Baillot was rather confused at the beginning, and played carelessly, but at one passage in the first part of the first movement he caught fire and played the rest of the movement and whole Adagio very well and with much vigor. Then came the Scherzo; he must have liked the beginning for now he began to play and hurry in earnest, and the others after him and I in vain trying to stop them. But who can stop three runaway Frenchmen? And so they took me with them, madder and madder and faster and louder. Baillot especially at a place near the end where the theme of the trio is taken up again, played fearfully loud; and as it happened to him to make a mistake several times before, he got into a perfect rage with himself. When he had finished he said nothing but 'Encore une fois ce morceua' - now everything went smoothly, but wilder even than before. IN the place quite near the end where the theme in B minor comes in once more fortissimo, Baillot produced a hurricane in the strings that pt me in fright of my own quartet. And as soon as he was finished he came up to me, again without saying a word, and embraced me twice as if he wanted to crush me."
During the years 1815 and 1816 Baillot traveled through Holland, Belgium and England. He performed at Philharmonic Concert in 1816 and became a member of the Philharmonic Society. In 1833 he made his final tour of Switzerland and Italy.
Undoubtedly, he was the last of the Classical French School of violin playing, for after him came the great influence of Paganini and his many followers. He composed, and wrote the famous 'Methode de Violon' in conjunction with Rode and Kreutzer, also a like work for the 'Cello. His 'Art du Violon' became a standard work on the subject and his definitions of bariolage (alternate repeated notes on two strings, one open and one stopped, giving a peculiar color to the tone) and other matters relating to the finer points of stringed instruments playing, being particularly brilliant for their time.

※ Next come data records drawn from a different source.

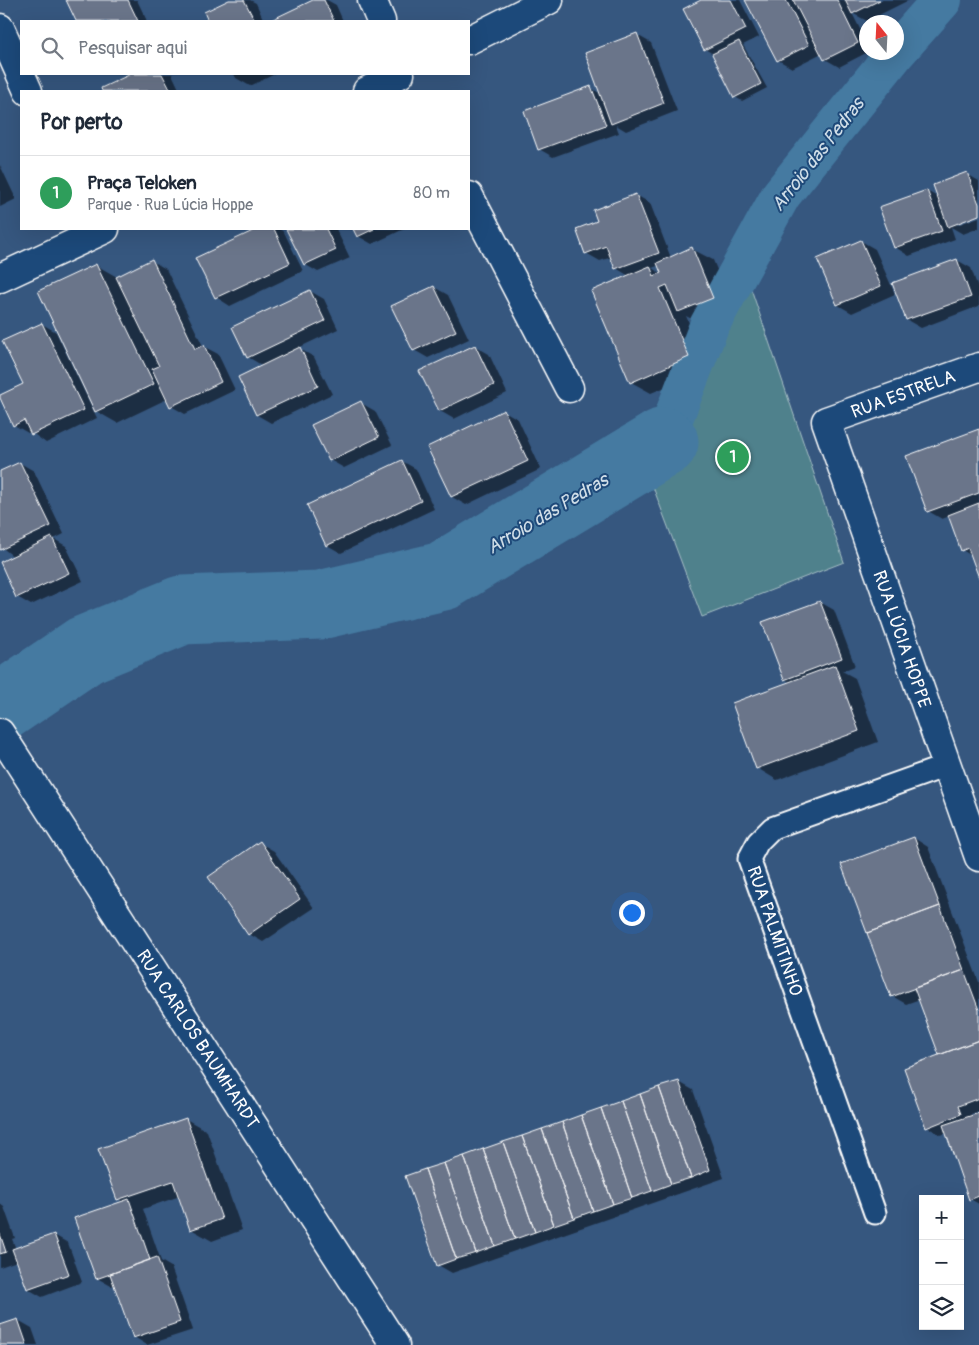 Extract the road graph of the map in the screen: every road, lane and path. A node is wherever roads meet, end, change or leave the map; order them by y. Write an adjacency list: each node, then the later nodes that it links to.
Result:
1 (372, 0): 3 (street)
2 (549, 0): 5 (street)
3 (381, 20)
4 (0, 28): 6 (street)
5 (470, 40)
6 (20, 73)
7 (21, 75): 10 (street)
8 (398, 75): 11 (street)
9 (406, 75): 12 (street)
10 (28, 90)
11 (369, 90)
12 (413, 90)
13 (470, 198): 17 (street)
14 (95, 231): 15 (street)
15 (0, 278)
16 (979, 367): 18 (street, RUA ESTRELA)
17 (569, 388)
18 (826, 421): 20 (street, RUA LÚCIA HOPPE)
19 (0, 733): 23 (street, RUA CARLOS BAUMHARDT)
20 (946, 766): 21 (street, RUA LÚCIA HOPPE); 22 (lane, RUA PALMITINHO)
21 (979, 857)
22 (875, 1213)
23 (395, 1345) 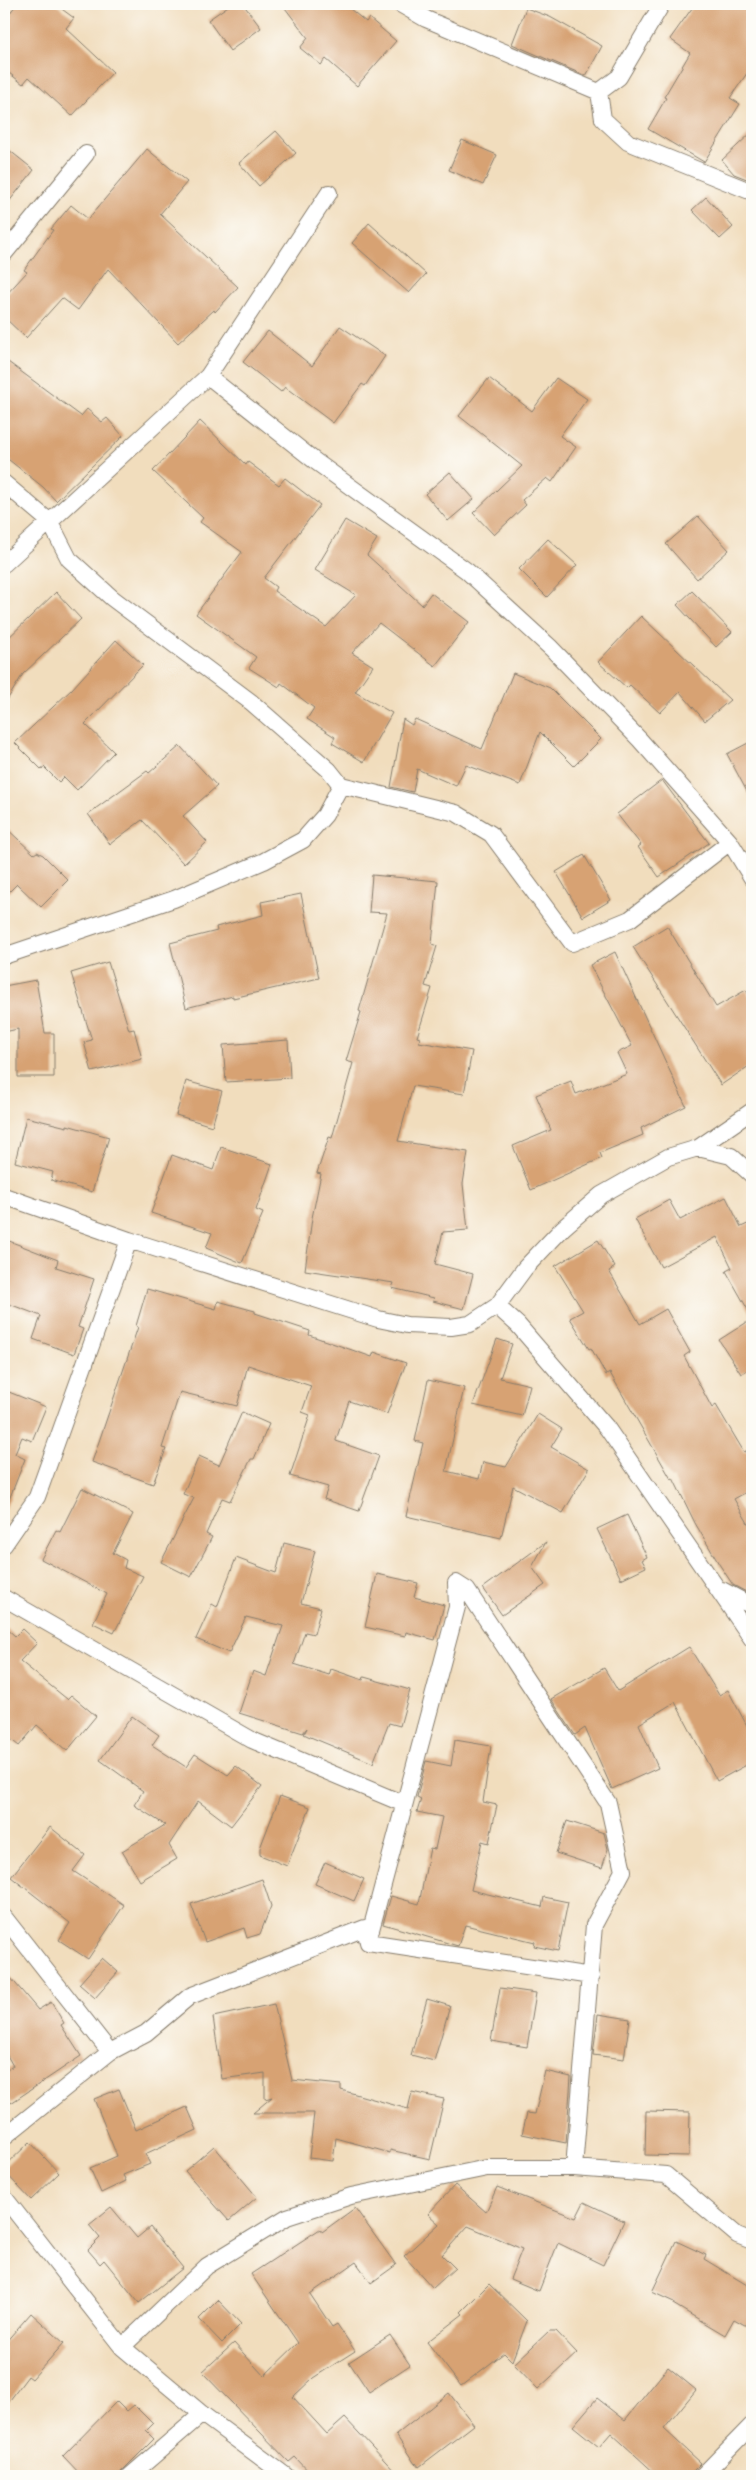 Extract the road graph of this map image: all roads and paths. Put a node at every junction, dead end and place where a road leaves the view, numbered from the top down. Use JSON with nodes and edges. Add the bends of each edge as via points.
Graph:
{"nodes":[{"id":1,"x":400,"y":4,"type":"edge"},
{"id":2,"x":662,"y":4,"type":"edge"},
{"id":3,"x":599,"y":92,"type":"junction"},
{"id":4,"x":86,"y":154,"type":"dead end"},
{"id":5,"x":752,"y":192,"type":"edge"},
{"id":6,"x":329,"y":193,"type":"dead end"},
{"id":7,"x":4,"y":254,"type":"edge"},
{"id":8,"x":208,"y":376,"type":"junction"},
{"id":9,"x":4,"y":483,"type":"edge"},
{"id":10,"x":50,"y":522,"type":"junction"},
{"id":11,"x":4,"y":564,"type":"edge"},
{"id":12,"x":342,"y":785,"type":"junction"},
{"id":13,"x":730,"y":842,"type":"junction"},
{"id":14,"x":752,"y":878,"type":"edge"},
{"id":15,"x":4,"y":956,"type":"edge"},
{"id":16,"x":752,"y":1111,"type":"edge"},
{"id":17,"x":698,"y":1148,"type":"junction"},
{"id":18,"x":752,"y":1175,"type":"edge"},
{"id":19,"x":4,"y":1196,"type":"edge"},
{"id":20,"x":129,"y":1240,"type":"junction"},
{"id":21,"x":497,"y":1306,"type":"junction"},
{"id":22,"x":4,"y":1545,"type":"edge"},
{"id":23,"x":718,"y":1587,"type":"junction"},
{"id":24,"x":4,"y":1598,"type":"edge"},
{"id":25,"x":752,"y":1606,"type":"edge"},
{"id":26,"x":752,"y":1640,"type":"edge"},
{"id":27,"x":404,"y":1804,"type":"junction"},
{"id":28,"x":4,"y":1917,"type":"edge"},
{"id":29,"x":368,"y":1942,"type":"junction"},
{"id":30,"x":591,"y":1976,"type":"junction"},
{"id":31,"x":110,"y":2052,"type":"junction"},
{"id":32,"x":4,"y":2137,"type":"edge"},
{"id":33,"x":574,"y":2168,"type":"junction"},
{"id":34,"x":4,"y":2197,"type":"edge"},
{"id":35,"x":752,"y":2241,"type":"edge"},
{"id":36,"x":122,"y":2347,"type":"junction"},
{"id":37,"x":202,"y":2414,"type":"junction"},
{"id":38,"x":752,"y":2425,"type":"edge"},
{"id":39,"x":130,"y":2476,"type":"edge"},
{"id":40,"x":286,"y":2476,"type":"edge"},
{"id":41,"x":702,"y":2476,"type":"edge"}],
"edges":[{"from":1,"to":3,"type":"street","via":[[426,19]]},
{"from":2,"to":3,"type":"street","via":[[619,77]]},
{"from":3,"to":5,"type":"street","via":[[603,119],[628,142]]},
{"from":4,"to":7,"type":"street"},
{"from":6,"to":8,"type":"street"},
{"from":8,"to":10,"type":"street"},
{"from":8,"to":13,"type":"street","via":[[315,462],[467,570],[551,648],[640,740]]},
{"from":9,"to":10,"type":"street"},
{"from":10,"to":11,"type":"street"},
{"from":10,"to":12,"type":"street","via":[[70,560],[251,702]]},
{"from":12,"to":13,"type":"street","via":[[456,814],[491,834],[572,944],[630,919]]},
{"from":12,"to":15,"type":"street","via":[[325,815],[303,840],[264,861],[174,899]]},
{"from":13,"to":14,"type":"street"},
{"from":16,"to":17,"type":"street"},
{"from":17,"to":18,"type":"street","via":[[730,1156]]},
{"from":17,"to":21,"type":"street","via":[[668,1156],[601,1195],[563,1228]]},
{"from":19,"to":20,"type":"street"},
{"from":20,"to":21,"type":"street","via":[[378,1319],[407,1325],[451,1327],[470,1324]]},
{"from":20,"to":22,"type":"street","via":[[37,1497]]},
{"from":21,"to":23,"type":"street","via":[[518,1325],[607,1428]]},
{"from":23,"to":25,"type":"street"},
{"from":23,"to":26,"type":"street"},
{"from":24,"to":27,"type":"street","via":[[252,1740]]},
{"from":27,"to":29,"type":"street"},
{"from":27,"to":30,"type":"street","via":[[458,1607],[456,1583],[467,1590],[608,1803],[623,1871],[594,1925]]},
{"from":28,"to":31,"type":"street"},
{"from":29,"to":30,"type":"street"},
{"from":29,"to":31,"type":"street","via":[[365,1928],[190,1996],[146,2033]]},
{"from":30,"to":33,"type":"street"},
{"from":31,"to":32,"type":"street"},
{"from":33,"to":35,"type":"street","via":[[666,2175],[737,2234]]},
{"from":33,"to":36,"type":"street","via":[[487,2168],[351,2196],[287,2217],[207,2266]]},
{"from":34,"to":36,"type":"street"},
{"from":36,"to":37,"type":"street"},
{"from":37,"to":39,"type":"street"},
{"from":37,"to":40,"type":"street"},
{"from":38,"to":41,"type":"street"}]}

We cannot doubt therefore that his violin, whatever its pedigree may have been, must have given him excellent service during his lifetime. May we now return to the memoirs of David Laurie, for this same violin was to turn up yet again some years later, and rather resolve the first affair regarding his appraisal for Gand. It was many years after the affair previously described, when Laurie was asked for an opinion on a certain violin during one of his many visits to
Paris. On taking it out of the case he immediately recognized it as the ill-fated 'Baillot Strad' and on making further inquiry discovered that Baillot's son had died some years previously, it being said that his disappointment over this particular violin following Laurie's verdict seemed to have preyed on his mind. He had never offered it for sale again, and indeed the present owner had bought the instrument from his widow. The moral here seems obvious. No violin is unless it is certified, and no amount of hearsay can alter the fact. A player, no matter how fine a performer he may be is often the worst possible judge when it comes to a matter of authenticity or pedigree of an instrument. Of course, in the particular case it may well be that the difficulty stemmed from the story of this violin having been bought from Strad's son. This may well have been untrue and the product of someone along the line being led to give the instrument a false value, but the interesting speculation arises as to whether or not with his excellent business
connections Strad also dealt in instruments by other makers, or took them say in part exchange against his own, and that this was one such from his stock.
Certainly the question of its authenticity never arose during the lifetime of Baillot who through his whole brilliant career never once questions that he was playing on anything other than a genuine Strad.